## BRIEF
Wherever the string "topology" appears in the entries below, return the line that holds it.

Dataset entries:

• • • • •

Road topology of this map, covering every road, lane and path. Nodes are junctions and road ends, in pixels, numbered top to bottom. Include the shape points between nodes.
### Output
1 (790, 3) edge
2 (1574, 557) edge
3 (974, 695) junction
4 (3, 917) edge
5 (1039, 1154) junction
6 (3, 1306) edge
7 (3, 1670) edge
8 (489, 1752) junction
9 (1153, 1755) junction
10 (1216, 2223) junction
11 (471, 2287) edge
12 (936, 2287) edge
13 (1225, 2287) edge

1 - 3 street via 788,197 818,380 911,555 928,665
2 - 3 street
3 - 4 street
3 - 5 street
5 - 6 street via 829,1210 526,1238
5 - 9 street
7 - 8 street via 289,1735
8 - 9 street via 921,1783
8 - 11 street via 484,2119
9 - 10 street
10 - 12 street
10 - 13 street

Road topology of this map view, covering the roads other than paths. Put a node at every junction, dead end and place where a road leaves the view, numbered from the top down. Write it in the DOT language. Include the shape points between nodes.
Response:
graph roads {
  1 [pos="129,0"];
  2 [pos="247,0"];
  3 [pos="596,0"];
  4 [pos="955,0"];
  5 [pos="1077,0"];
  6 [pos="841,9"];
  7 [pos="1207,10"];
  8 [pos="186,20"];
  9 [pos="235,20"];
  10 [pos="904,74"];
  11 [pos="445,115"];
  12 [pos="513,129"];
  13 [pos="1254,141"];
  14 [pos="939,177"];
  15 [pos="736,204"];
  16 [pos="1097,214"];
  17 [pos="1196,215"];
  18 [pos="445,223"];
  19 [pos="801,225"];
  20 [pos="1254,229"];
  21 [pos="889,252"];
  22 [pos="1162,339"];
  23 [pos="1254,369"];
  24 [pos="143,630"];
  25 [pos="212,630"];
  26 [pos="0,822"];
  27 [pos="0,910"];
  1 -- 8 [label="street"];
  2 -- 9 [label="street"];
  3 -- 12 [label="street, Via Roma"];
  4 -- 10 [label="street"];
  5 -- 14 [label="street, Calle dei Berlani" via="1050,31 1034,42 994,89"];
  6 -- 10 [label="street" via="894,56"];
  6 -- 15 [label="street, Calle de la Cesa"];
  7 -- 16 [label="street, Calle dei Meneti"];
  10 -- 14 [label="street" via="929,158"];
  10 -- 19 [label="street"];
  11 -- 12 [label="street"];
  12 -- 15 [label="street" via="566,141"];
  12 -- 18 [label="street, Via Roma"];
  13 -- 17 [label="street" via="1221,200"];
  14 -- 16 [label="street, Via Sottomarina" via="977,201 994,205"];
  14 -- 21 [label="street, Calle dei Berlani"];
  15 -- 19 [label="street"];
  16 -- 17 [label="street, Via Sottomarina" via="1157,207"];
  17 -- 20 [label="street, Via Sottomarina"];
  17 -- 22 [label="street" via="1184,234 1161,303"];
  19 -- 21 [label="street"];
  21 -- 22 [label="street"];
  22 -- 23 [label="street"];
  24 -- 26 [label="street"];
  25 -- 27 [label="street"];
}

• • • • •

## RESULT
Road topology of this map, covering every road, lane and path. Nodes are junctions and road ends, in pixels, numbered top to bottom. Include the shape points between nodes.
Road topology of this map view, covering the roads other than paths. Put a node at every junction, dead end and place where a road leaves the view, numbered from the top down. Write it in the DOT language. Include the shape points between nodes.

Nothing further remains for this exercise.